▸ **WHAT THE TASK ASKS**
Copy out the full data exactly as given; pictures should not be included.

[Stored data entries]

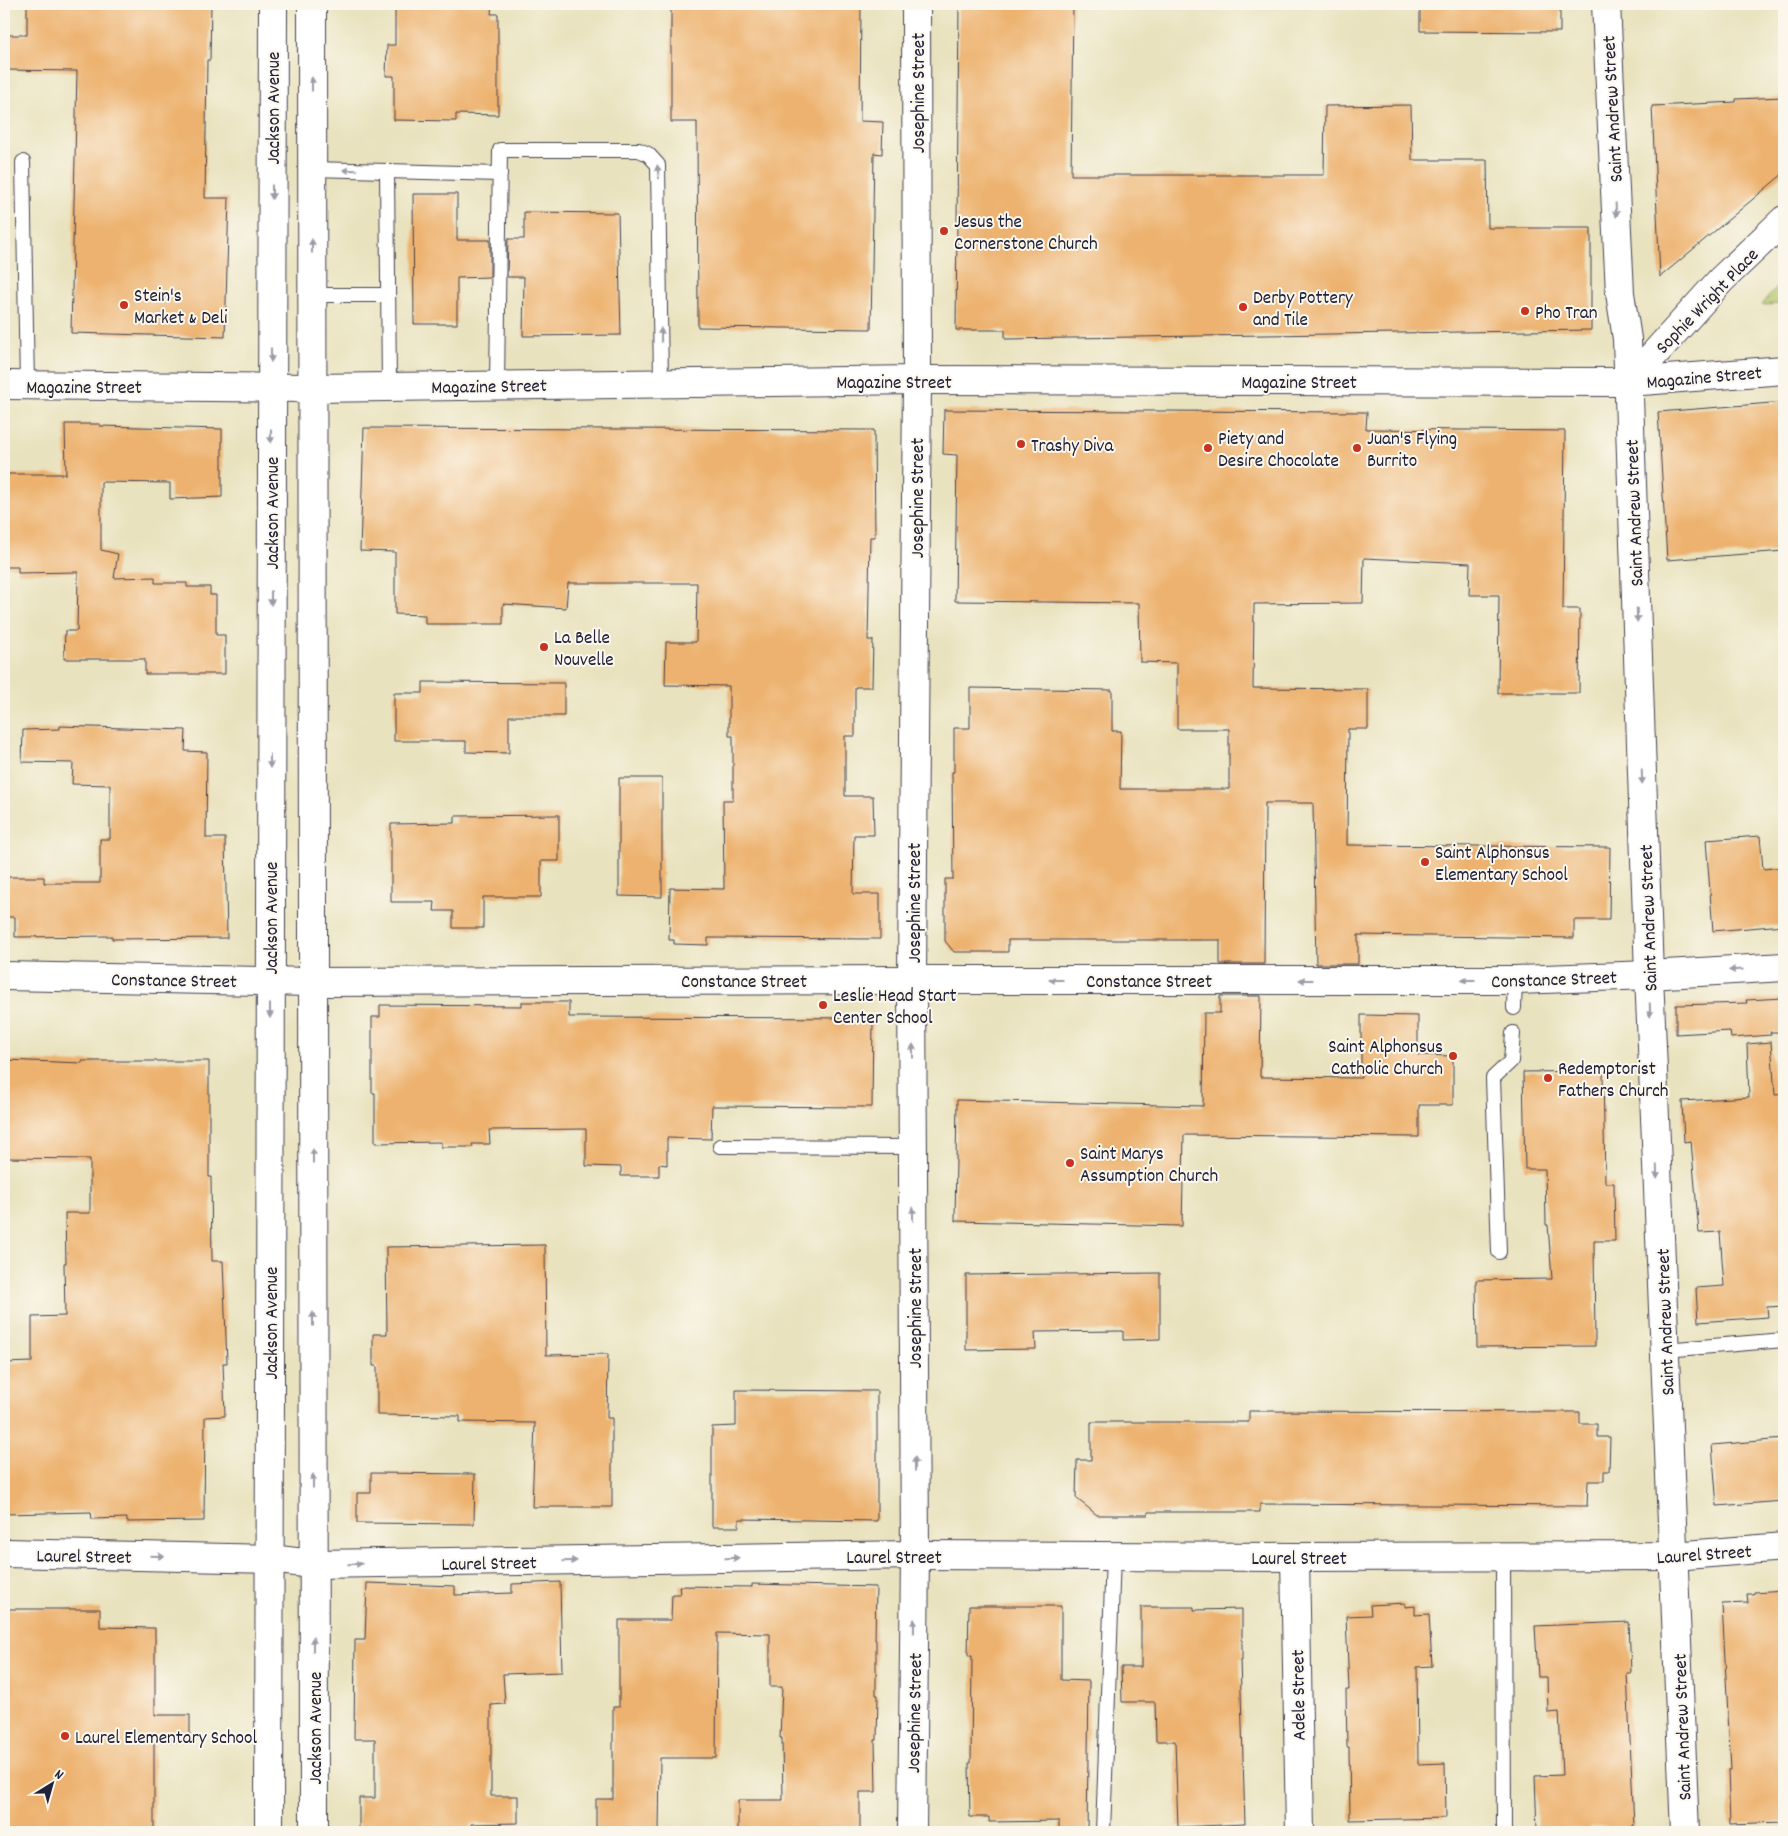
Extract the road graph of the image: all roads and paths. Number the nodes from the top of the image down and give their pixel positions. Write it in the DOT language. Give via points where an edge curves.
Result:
graph roads {
  1 [pos="273,4"];
  2 [pos="312,4"];
  3 [pos="916,4"];
  4 [pos="1606,4"];
  5 [pos="22,162"];
  6 [pos="312,169"];
  7 [pos="387,171"];
  8 [pos="500,174"];
  9 [pos="1784,220"];
  10 [pos="312,295"];
  11 [pos="387,295"];
  12 [pos="1784,370"];
  13 [pos="917,380"];
  14 [pos="1629,382"];
  15 [pos="662,383"];
  16 [pos="15,385"];
  17 [pos="389,386"];
  18 [pos="497,386"];
  19 [pos="271,387"];
  20 [pos="312,388"];
  21 [pos="1784,967"];
  22 [pos="1649,975"];
  23 [pos="4,976"];
  24 [pos="912,980"];
  25 [pos="1515,980"];
  26 [pos="270,981"];
  27 [pos="313,982"];
  28 [pos="1514,1008"];
  29 [pos="1513,1033"];
  30 [pos="720,1146"];
  31 [pos="913,1147"];
  32 [pos="1499,1252"];
  33 [pos="1784,1340"];
  34 [pos="1665,1350"];
  35 [pos="1784,1547"];
  36 [pos="4,1553"];
  37 [pos="915,1555"];
  38 [pos="1113,1556"];
  39 [pos="1674,1556"];
  40 [pos="1295,1557"];
  41 [pos="1504,1557"];
  42 [pos="270,1559"];
  43 [pos="313,1564"];
  44 [pos="269,1832"];
  45 [pos="314,1832"];
  46 [pos="912,1832"];
  47 [pos="1103,1832"];
  48 [pos="1300,1832"];
  49 [pos="1504,1832"];
  50 [pos="1685,1832"];
  1 -- 19 [label="street, Jackson Avenue, one-way"];
  6 -- 2 [label="street, Jackson Avenue, one-way"];
  3 -- 13 [label="street, Josephine Street"];
  4 -- 14 [label="street, Saint Andrew Street, one-way" via="1620,293"];
  5 -- 16 [label="lane"];
  7 -- 6 [label="lane, one-way"];
  10 -- 6 [label="street, Jackson Avenue, one-way"];
  7 -- 8 [label="lane"];
  7 -- 11 [label="lane"];
  15 -- 8 [label="lane, one-way" via="658,165 639,150 500,150"];
  8 -- 18 [label="lane"];
  9 -- 14 [label="street, Sophie Wright Place" via="1721,280"];
  10 -- 11 [label="lane"];
  10 -- 20 [label="street, Jackson Avenue"];
  11 -- 17 [label="lane"];
  12 -- 14 [label="street, Magazine Street"];
  13 -- 14 [label="street, Magazine Street"];
  13 -- 15 [label="street, Magazine Street"];
  13 -- 24 [label="street, Josephine Street"];
  14 -- 22 [label="street, Saint Andrew Street, one-way"];
  15 -- 18 [label="street, Magazine Street"];
  16 -- 19 [label="street, Magazine Street"];
  17 -- 18 [label="street, Magazine Street"];
  17 -- 20 [label="street, Magazine Street"];
  19 -- 20 [label="street, Magazine Street"];
  19 -- 26 [label="street, Jackson Avenue, one-way"];
  20 -- 27 [label="street, Jackson Avenue"];
  21 -- 22 [label="street, Constance Street, one-way"];
  22 -- 25 [label="street, Constance Street"];
  22 -- 34 [label="street, Saint Andrew Street, one-way"];
  23 -- 26 [label="street, Constance Street"];
  25 -- 24 [label="street, Constance Street, one-way"];
  24 -- 27 [label="street, Constance Street"];
  31 -- 24 [label="street, Josephine Street, one-way"];
  25 -- 28 [label="lane"];
  26 -- 27 [label="street, Constance Street"];
  26 -- 42 [label="street, Jackson Avenue, one-way"];
  43 -- 27 [label="street, Jackson Avenue, one-way"];
  29 -- 32 [label="lane" via="1511,1061 1493,1078"];
  30 -- 31 [label="lane"];
  37 -- 31 [label="street, Josephine Street, one-way"];
  33 -- 34 [label="lane"];
  34 -- 39 [label="street, Saint Andrew Street"];
  35 -- 39 [label="street, Laurel Street"];
  36 -- 42 [label="street, Laurel Street, one-way"];
  37 -- 38 [label="street, Laurel Street"];
  43 -- 37 [label="street, Laurel Street, one-way"];
  46 -- 37 [label="street, Josephine Street, one-way"];
  38 -- 40 [label="street, Laurel Street"];
  38 -- 47 [label="lane"];
  39 -- 41 [label="street, Laurel Street"];
  39 -- 50 [label="street, Saint Andrew Street"];
  40 -- 41 [label="street, Laurel Street"];
  40 -- 48 [label="street, Adele Street"];
  41 -- 49 [label="lane"];
  42 -- 43 [label="street, Laurel Street"];
  42 -- 44 [label="street, Jackson Avenue"];
  45 -- 43 [label="street, Jackson Avenue, one-way"];
}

▸ **EXERCISE RESPONSE**
Extract the road graph of the image: all roads and paths. Number the nodes from the top of the image down and give their pixel positions. Write it in the DOT language. Give via points where an edge curves.
Result:
graph roads {
  1 [pos="273,4"];
  2 [pos="312,4"];
  3 [pos="916,4"];
  4 [pos="1606,4"];
  5 [pos="22,162"];
  6 [pos="312,169"];
  7 [pos="387,171"];
  8 [pos="500,174"];
  9 [pos="1784,220"];
  10 [pos="312,295"];
  11 [pos="387,295"];
  12 [pos="1784,370"];
  13 [pos="917,380"];
  14 [pos="1629,382"];
  15 [pos="662,383"];
  16 [pos="15,385"];
  17 [pos="389,386"];
  18 [pos="497,386"];
  19 [pos="271,387"];
  20 [pos="312,388"];
  21 [pos="1784,967"];
  22 [pos="1649,975"];
  23 [pos="4,976"];
  24 [pos="912,980"];
  25 [pos="1515,980"];
  26 [pos="270,981"];
  27 [pos="313,982"];
  28 [pos="1514,1008"];
  29 [pos="1513,1033"];
  30 [pos="720,1146"];
  31 [pos="913,1147"];
  32 [pos="1499,1252"];
  33 [pos="1784,1340"];
  34 [pos="1665,1350"];
  35 [pos="1784,1547"];
  36 [pos="4,1553"];
  37 [pos="915,1555"];
  38 [pos="1113,1556"];
  39 [pos="1674,1556"];
  40 [pos="1295,1557"];
  41 [pos="1504,1557"];
  42 [pos="270,1559"];
  43 [pos="313,1564"];
  44 [pos="269,1832"];
  45 [pos="314,1832"];
  46 [pos="912,1832"];
  47 [pos="1103,1832"];
  48 [pos="1300,1832"];
  49 [pos="1504,1832"];
  50 [pos="1685,1832"];
  1 -- 19 [label="street, Jackson Avenue, one-way"];
  6 -- 2 [label="street, Jackson Avenue, one-way"];
  3 -- 13 [label="street, Josephine Street"];
  4 -- 14 [label="street, Saint Andrew Street, one-way" via="1620,293"];
  5 -- 16 [label="lane"];
  7 -- 6 [label="lane, one-way"];
  10 -- 6 [label="street, Jackson Avenue, one-way"];
  7 -- 8 [label="lane"];
  7 -- 11 [label="lane"];
  15 -- 8 [label="lane, one-way" via="658,165 639,150 500,150"];
  8 -- 18 [label="lane"];
  9 -- 14 [label="street, Sophie Wright Place" via="1721,280"];
  10 -- 11 [label="lane"];
  10 -- 20 [label="street, Jackson Avenue"];
  11 -- 17 [label="lane"];
  12 -- 14 [label="street, Magazine Street"];
  13 -- 14 [label="street, Magazine Street"];
  13 -- 15 [label="street, Magazine Street"];
  13 -- 24 [label="street, Josephine Street"];
  14 -- 22 [label="street, Saint Andrew Street, one-way"];
  15 -- 18 [label="street, Magazine Street"];
  16 -- 19 [label="street, Magazine Street"];
  17 -- 18 [label="street, Magazine Street"];
  17 -- 20 [label="street, Magazine Street"];
  19 -- 20 [label="street, Magazine Street"];
  19 -- 26 [label="street, Jackson Avenue, one-way"];
  20 -- 27 [label="street, Jackson Avenue"];
  21 -- 22 [label="street, Constance Street, one-way"];
  22 -- 25 [label="street, Constance Street"];
  22 -- 34 [label="street, Saint Andrew Street, one-way"];
  23 -- 26 [label="street, Constance Street"];
  25 -- 24 [label="street, Constance Street, one-way"];
  24 -- 27 [label="street, Constance Street"];
  31 -- 24 [label="street, Josephine Street, one-way"];
  25 -- 28 [label="lane"];
  26 -- 27 [label="street, Constance Street"];
  26 -- 42 [label="street, Jackson Avenue, one-way"];
  43 -- 27 [label="street, Jackson Avenue, one-way"];
  29 -- 32 [label="lane" via="1511,1061 1493,1078"];
  30 -- 31 [label="lane"];
  37 -- 31 [label="street, Josephine Street, one-way"];
  33 -- 34 [label="lane"];
  34 -- 39 [label="street, Saint Andrew Street"];
  35 -- 39 [label="street, Laurel Street"];
  36 -- 42 [label="street, Laurel Street, one-way"];
  37 -- 38 [label="street, Laurel Street"];
  43 -- 37 [label="street, Laurel Street, one-way"];
  46 -- 37 [label="street, Josephine Street, one-way"];
  38 -- 40 [label="street, Laurel Street"];
  38 -- 47 [label="lane"];
  39 -- 41 [label="street, Laurel Street"];
  39 -- 50 [label="street, Saint Andrew Street"];
  40 -- 41 [label="street, Laurel Street"];
  40 -- 48 [label="street, Adele Street"];
  41 -- 49 [label="lane"];
  42 -- 43 [label="street, Laurel Street"];
  42 -- 44 [label="street, Jackson Avenue"];
  45 -- 43 [label="street, Jackson Avenue, one-way"];
}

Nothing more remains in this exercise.